START RECORD EXCERPTS
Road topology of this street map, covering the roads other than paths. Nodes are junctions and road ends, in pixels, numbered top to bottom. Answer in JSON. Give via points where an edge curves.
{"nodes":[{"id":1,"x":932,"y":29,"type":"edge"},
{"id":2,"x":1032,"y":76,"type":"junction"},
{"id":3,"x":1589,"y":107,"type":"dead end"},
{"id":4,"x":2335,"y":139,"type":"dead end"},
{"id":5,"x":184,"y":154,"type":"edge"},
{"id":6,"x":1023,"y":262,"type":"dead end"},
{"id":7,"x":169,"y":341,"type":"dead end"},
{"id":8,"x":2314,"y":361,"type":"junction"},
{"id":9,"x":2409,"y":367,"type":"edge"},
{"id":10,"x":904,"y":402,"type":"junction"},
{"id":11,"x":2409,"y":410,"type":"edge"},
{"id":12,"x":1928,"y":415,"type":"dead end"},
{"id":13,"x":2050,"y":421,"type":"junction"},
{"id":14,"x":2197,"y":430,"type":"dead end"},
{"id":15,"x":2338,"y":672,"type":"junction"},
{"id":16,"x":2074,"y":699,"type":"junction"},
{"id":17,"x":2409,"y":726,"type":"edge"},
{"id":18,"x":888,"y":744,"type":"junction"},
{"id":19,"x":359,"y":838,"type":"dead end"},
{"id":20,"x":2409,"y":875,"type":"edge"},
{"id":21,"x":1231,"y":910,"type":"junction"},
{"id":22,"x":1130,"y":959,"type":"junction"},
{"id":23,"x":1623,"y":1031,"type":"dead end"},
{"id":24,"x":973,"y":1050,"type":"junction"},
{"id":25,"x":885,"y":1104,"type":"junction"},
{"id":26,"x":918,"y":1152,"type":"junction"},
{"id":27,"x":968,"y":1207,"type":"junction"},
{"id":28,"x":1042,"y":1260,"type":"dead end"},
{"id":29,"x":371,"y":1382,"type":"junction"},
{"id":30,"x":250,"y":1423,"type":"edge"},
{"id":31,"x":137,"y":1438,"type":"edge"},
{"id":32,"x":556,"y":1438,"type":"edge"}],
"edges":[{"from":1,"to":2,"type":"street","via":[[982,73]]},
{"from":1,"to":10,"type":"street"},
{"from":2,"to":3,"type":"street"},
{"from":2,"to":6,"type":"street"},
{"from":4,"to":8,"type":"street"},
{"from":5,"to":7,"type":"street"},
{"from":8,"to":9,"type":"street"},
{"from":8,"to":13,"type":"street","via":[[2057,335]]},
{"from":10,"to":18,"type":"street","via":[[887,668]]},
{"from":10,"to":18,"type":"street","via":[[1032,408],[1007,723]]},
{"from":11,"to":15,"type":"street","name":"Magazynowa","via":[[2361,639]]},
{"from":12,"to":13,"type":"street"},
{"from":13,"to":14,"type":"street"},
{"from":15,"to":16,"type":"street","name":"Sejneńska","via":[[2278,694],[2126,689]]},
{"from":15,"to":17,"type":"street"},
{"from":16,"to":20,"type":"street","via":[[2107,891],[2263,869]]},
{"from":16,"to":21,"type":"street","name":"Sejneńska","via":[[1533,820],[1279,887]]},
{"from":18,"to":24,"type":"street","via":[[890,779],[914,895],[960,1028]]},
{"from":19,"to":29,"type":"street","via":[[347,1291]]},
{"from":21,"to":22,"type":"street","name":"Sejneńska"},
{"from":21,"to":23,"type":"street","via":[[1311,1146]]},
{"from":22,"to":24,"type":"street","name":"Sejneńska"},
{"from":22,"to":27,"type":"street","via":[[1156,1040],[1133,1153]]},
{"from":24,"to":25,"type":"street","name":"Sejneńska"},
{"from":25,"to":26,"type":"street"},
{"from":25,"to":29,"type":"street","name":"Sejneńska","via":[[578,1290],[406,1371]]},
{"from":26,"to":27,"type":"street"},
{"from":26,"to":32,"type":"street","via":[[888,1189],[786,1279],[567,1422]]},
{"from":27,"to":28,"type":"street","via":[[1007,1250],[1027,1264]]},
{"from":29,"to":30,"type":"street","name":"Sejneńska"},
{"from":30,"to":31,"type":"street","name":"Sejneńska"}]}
END RECORD EXCERPTS
ACTION ITEM =>
Write out every line from the entries where "dead" appears.

RESULT FOR THIS TASK =>
{"id":3,"x":1589,"y":107,"type":"dead end"},
{"id":4,"x":2335,"y":139,"type":"dead end"},
{"id":6,"x":1023,"y":262,"type":"dead end"},
{"id":7,"x":169,"y":341,"type":"dead end"},
{"id":12,"x":1928,"y":415,"type":"dead end"},
{"id":14,"x":2197,"y":430,"type":"dead end"},
{"id":19,"x":359,"y":838,"type":"dead end"},
{"id":23,"x":1623,"y":1031,"type":"dead end"},
{"id":28,"x":1042,"y":1260,"type":"dead end"},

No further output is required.